Outdoor pets should be provided appropriate shelter... and
residents are encouraged to dress in layers to avoid the impacts
of cold temperatures and wind chills. Anytime temperatures are
expected to fall below freezing... turn off automatic sprinklers.
Sprinkler systems running in sub-freezing temperatures can create
hazardous driving conditions.


Looks like Winter is going to slam the middle half of the country


----------



## Fro1911nut

How would you like to know this was coming! Wife just talked to her Grandparents in W Missouri...going to be a mess out that way. Bad ice/snow storm followed by bad cold and wind chills in the -10s!

FXUS63 KSGF 302343
AFDSGF

AREA FORECAST DISCUSSION
NATIONAL WEATHER SERVICE SPRINGFIELD MO
543 PM CST SUN JAN 30 2011

...MAJOR WINTER STORM MONDAY NIGHT INTO TUESDAY NIGHT...

...AVIATION UPDATE...

.DISCUSSION...

MAIN FOCUS IN THIS FORECAST WILL CONTINUE TO BE THE MAJOR WINTER
STORM TO IMPACT THE CENTRAL U.S. INCLUDING THE MISSOURI OZARKS
AND SOUTHEAST KANSAS MONDAY NIGHT INTO TUESDAY NIGHT.

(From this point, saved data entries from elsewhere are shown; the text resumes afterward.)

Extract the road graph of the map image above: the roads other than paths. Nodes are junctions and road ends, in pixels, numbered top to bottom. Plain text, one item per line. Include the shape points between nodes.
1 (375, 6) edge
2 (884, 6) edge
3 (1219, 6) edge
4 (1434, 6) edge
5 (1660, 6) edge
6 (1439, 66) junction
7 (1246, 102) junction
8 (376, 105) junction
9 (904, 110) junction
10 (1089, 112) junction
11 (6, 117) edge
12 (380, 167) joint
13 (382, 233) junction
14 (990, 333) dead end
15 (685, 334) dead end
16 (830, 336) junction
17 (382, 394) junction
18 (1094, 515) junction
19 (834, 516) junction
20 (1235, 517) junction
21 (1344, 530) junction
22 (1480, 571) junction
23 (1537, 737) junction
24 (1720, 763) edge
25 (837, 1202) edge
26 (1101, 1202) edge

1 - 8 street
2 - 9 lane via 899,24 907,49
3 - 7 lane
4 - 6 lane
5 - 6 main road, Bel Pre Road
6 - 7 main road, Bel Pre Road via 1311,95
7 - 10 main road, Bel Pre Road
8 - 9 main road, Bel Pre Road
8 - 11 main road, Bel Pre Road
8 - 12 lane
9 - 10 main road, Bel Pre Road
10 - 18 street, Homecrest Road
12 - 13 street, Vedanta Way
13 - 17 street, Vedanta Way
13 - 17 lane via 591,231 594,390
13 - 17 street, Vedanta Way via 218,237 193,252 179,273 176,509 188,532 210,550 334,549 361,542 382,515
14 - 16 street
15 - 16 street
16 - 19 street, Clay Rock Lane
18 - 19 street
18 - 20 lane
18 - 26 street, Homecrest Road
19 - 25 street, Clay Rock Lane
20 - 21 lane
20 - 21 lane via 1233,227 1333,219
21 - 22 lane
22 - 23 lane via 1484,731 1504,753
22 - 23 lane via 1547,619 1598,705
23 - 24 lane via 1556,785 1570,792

AN UPPER LEVEL SHORTWAVE IS PUSHING ACROSS TEXAS THIS AFTERNOON
AND WILL CONTINUE TO TRACK EAST ACROSS THE GULF COAST STATES
TONIGHT. SHOWERS AND THUNDERSTORMS ARE DEVELOPING AHEAD OF THIS
FEATURE AND SHOULD REMAIN WELL SOUTH OF THE AREA. AS THIS
DISTURBANCE PUSHES OFF TO THE EAST...WARM AIR ADVECTION REGIME
SHOULD BEGIN TO SPREAD NORTH INTO THE AREA. LOW LEVEL MOISTURE
WILL ALSO SPREAD INTO THE AREA WITH THE WARMER AIR...HOWEVER MID
AND UPPER LEVEL MOISTURE WILL REMAIN LIMITED OVER THE REGION UNTIL
IT INCREASES MONDAY EVENING INTO MONDAY NIGHT. THEREFORE...ONLY
EXPECT SOME SCATTERED DRIZZLE OR LIGHT RAIN TO OCCUR IN THE AREA
OF ISENTROPIC LIFT TONIGHT INTO TOMORROW.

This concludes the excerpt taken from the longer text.